* [Task objective] What do the lines say from the start of the entries through the one containing "Task: Give me"? Repeat them exactly.

**** The records

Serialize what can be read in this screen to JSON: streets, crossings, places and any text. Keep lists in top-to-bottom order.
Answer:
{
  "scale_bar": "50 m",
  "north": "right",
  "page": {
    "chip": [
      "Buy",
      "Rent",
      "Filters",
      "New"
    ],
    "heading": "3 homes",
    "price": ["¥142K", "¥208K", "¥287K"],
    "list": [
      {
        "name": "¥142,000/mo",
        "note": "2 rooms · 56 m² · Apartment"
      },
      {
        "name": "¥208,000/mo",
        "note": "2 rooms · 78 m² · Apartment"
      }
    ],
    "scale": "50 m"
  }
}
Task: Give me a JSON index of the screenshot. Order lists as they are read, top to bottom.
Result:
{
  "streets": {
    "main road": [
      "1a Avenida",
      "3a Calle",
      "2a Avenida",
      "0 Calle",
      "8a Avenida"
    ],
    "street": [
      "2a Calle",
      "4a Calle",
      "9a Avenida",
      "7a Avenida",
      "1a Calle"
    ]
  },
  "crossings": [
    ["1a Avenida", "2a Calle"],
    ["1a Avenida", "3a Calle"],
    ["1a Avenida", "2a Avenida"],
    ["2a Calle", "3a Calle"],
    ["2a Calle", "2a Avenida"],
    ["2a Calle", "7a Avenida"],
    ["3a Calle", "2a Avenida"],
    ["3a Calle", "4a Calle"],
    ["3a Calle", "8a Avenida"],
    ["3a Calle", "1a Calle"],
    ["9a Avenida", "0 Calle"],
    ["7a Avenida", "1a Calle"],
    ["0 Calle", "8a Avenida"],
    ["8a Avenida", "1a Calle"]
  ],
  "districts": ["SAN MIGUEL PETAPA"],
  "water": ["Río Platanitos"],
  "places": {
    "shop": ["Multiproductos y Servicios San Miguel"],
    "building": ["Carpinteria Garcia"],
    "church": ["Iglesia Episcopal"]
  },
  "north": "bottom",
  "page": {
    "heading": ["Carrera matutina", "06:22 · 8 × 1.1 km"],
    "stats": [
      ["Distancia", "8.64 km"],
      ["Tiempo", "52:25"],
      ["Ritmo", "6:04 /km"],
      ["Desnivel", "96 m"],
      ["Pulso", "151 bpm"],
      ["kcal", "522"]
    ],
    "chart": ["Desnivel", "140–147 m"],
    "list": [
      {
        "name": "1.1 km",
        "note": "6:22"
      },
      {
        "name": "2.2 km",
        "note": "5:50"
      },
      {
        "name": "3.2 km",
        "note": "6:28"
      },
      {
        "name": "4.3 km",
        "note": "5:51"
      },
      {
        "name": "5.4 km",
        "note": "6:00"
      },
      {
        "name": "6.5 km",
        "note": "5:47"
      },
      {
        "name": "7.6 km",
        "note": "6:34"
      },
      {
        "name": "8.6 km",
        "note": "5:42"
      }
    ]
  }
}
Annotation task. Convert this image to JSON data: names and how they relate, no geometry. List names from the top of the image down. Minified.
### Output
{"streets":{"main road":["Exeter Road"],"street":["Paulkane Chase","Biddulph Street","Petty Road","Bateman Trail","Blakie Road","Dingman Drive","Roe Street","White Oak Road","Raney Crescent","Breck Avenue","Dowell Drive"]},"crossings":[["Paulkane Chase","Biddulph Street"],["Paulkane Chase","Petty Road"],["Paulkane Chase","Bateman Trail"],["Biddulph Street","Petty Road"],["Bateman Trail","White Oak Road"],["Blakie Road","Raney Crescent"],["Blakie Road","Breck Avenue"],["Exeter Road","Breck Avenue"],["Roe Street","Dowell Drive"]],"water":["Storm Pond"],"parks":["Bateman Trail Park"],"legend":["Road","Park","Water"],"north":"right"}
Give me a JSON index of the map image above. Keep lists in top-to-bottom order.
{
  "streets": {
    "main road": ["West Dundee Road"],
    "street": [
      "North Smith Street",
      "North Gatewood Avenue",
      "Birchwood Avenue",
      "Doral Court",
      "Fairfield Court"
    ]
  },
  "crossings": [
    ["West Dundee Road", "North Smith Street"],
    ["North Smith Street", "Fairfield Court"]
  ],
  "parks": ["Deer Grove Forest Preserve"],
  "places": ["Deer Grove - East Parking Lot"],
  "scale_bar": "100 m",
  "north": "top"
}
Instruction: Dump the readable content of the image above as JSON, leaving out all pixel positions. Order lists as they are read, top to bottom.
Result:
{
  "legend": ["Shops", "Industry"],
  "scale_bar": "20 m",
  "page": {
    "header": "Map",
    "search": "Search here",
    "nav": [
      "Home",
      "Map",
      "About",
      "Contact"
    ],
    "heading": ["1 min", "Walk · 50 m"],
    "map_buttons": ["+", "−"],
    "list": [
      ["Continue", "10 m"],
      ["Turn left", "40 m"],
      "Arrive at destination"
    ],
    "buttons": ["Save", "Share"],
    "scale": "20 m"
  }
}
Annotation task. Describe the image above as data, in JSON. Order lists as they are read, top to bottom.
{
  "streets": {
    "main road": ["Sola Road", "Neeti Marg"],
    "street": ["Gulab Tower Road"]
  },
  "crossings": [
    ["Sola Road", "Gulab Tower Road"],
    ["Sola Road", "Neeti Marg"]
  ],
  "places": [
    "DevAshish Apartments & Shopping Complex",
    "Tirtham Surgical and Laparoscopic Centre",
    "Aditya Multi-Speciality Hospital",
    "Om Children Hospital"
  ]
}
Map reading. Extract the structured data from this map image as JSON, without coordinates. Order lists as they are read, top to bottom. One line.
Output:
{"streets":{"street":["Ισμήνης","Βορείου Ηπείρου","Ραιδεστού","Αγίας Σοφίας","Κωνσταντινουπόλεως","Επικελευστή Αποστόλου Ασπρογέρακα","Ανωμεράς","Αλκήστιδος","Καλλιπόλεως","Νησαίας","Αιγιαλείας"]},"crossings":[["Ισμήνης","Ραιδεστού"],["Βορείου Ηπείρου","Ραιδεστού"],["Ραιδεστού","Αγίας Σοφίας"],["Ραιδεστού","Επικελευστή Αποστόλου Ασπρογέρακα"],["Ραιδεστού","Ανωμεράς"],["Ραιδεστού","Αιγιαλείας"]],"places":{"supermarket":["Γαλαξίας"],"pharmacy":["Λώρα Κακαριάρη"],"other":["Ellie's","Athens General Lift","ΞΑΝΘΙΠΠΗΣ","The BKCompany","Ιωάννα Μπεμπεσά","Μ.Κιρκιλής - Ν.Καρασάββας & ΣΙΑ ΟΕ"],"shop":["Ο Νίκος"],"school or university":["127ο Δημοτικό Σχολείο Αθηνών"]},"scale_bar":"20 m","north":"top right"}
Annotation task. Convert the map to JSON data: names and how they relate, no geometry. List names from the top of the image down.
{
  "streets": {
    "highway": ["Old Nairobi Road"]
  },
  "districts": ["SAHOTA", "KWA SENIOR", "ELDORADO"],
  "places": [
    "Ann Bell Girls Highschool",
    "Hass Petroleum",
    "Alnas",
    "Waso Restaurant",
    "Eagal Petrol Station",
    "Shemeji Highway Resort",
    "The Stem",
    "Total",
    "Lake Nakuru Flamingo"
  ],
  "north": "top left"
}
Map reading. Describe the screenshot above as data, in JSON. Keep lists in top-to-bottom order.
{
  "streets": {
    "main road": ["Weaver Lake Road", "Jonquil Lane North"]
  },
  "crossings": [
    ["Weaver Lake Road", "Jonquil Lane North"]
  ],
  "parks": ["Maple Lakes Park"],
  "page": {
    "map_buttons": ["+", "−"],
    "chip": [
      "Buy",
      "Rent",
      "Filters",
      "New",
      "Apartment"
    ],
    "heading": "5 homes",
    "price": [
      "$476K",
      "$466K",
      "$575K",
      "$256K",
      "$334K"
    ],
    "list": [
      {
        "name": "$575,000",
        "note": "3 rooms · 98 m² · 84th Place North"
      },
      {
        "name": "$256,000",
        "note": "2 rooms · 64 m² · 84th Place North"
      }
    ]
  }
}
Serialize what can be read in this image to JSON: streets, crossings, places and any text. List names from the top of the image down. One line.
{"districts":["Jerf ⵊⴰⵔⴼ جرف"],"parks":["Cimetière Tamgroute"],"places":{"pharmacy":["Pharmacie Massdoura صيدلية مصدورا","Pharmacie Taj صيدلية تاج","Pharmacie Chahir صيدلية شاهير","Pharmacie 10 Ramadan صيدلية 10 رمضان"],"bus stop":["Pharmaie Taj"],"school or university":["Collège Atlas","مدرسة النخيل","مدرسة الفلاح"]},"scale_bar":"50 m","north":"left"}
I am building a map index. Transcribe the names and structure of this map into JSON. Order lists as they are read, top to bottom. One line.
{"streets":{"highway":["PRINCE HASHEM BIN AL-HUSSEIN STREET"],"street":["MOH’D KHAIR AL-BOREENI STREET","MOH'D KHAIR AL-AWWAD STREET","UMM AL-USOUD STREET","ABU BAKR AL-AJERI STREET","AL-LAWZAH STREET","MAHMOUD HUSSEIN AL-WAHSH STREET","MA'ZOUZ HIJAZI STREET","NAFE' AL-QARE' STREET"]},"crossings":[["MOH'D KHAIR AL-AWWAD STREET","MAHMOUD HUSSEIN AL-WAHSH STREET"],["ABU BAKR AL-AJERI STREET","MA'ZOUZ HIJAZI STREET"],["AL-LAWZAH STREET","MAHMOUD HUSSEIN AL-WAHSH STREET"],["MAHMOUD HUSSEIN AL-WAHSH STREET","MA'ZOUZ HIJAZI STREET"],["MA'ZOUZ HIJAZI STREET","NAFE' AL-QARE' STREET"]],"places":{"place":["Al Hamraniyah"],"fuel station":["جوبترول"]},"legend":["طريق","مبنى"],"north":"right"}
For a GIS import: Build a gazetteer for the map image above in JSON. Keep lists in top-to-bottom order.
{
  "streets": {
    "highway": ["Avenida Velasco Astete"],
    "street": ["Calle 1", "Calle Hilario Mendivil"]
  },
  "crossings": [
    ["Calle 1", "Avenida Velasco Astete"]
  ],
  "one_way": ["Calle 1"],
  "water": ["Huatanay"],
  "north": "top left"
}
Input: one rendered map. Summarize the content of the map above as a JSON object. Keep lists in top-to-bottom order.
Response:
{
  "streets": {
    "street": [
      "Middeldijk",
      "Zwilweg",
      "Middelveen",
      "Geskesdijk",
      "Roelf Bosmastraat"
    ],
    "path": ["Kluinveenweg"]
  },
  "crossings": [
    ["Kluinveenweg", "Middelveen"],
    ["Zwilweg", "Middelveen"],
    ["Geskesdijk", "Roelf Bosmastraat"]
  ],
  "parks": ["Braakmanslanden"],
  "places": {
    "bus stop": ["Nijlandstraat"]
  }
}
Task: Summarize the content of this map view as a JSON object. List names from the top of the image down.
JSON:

********

* [Solution below]
Serialize what can be read in this screen to JSON: streets, crossings, places and any text. Keep lists in top-to-bottom order.
Answer:
{
  "scale_bar": "50 m",
  "north": "right",
  "page": {
    "chip": [
      "Buy",
      "Rent",
      "Filters",
      "New"
    ],
    "heading": "3 homes",
    "price": ["¥142K", "¥208K", "¥287K"],
    "list": [
      {
        "name": "¥142,000/mo",
        "note": "2 rooms · 56 m² · Apartment"
      },
      {
        "name": "¥208,000/mo",
        "note": "2 rooms · 78 m² · Apartment"
      }
    ],
    "scale": "50 m"
  }
}
Task: Give me a JSON index of the screenshot. Order lists as they are read, top to bottom.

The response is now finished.